◆ WHAT IS NEEDED
Your answer should be a single number: how many lines in the data below hold the string "العابدين".

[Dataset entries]
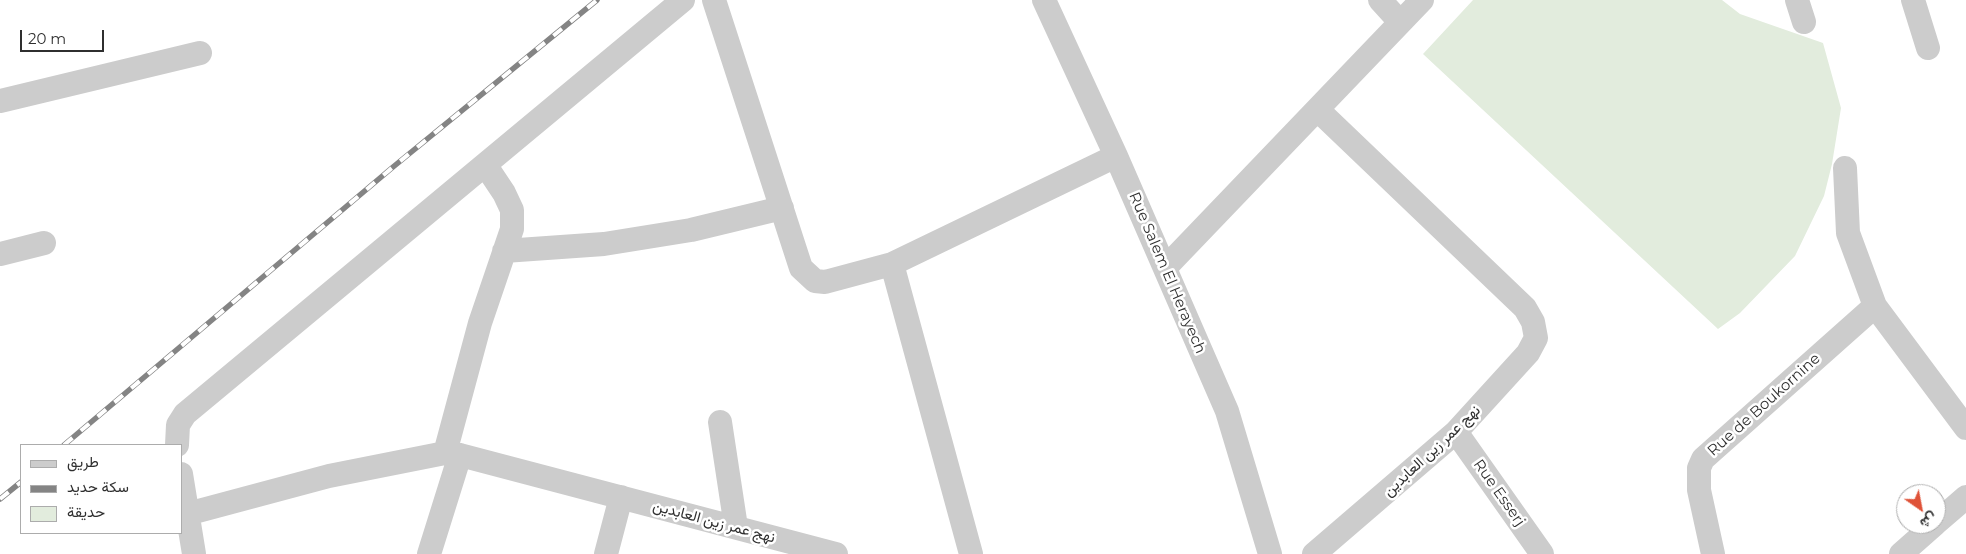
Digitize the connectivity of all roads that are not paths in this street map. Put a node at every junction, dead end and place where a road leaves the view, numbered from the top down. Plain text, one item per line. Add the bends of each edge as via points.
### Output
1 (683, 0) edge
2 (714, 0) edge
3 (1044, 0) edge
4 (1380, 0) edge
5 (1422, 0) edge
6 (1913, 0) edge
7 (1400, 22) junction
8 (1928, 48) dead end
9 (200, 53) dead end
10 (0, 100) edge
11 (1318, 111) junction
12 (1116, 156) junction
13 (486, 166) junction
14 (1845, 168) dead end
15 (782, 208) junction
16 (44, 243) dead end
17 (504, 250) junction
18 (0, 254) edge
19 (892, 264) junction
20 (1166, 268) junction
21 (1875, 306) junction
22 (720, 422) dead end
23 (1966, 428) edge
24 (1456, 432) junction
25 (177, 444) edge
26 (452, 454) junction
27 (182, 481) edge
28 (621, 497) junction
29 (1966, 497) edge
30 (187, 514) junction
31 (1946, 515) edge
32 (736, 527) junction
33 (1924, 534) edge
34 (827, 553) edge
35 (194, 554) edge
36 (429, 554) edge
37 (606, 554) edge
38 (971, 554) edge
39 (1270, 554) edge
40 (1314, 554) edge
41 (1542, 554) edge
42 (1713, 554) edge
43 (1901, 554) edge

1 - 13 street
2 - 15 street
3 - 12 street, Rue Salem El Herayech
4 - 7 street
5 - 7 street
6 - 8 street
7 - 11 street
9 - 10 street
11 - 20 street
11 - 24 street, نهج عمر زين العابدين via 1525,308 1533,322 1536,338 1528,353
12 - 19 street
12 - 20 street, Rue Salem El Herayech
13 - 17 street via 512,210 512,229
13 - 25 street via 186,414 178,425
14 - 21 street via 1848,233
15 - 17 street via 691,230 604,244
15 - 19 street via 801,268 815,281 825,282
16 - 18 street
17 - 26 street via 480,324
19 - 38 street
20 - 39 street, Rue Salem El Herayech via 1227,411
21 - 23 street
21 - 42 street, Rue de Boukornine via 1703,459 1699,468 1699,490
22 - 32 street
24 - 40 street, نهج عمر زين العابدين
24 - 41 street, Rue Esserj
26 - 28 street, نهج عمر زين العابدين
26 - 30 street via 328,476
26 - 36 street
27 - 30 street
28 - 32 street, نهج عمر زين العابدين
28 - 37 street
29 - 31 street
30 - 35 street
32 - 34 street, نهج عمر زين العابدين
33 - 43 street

◆ TASK ANSWER
5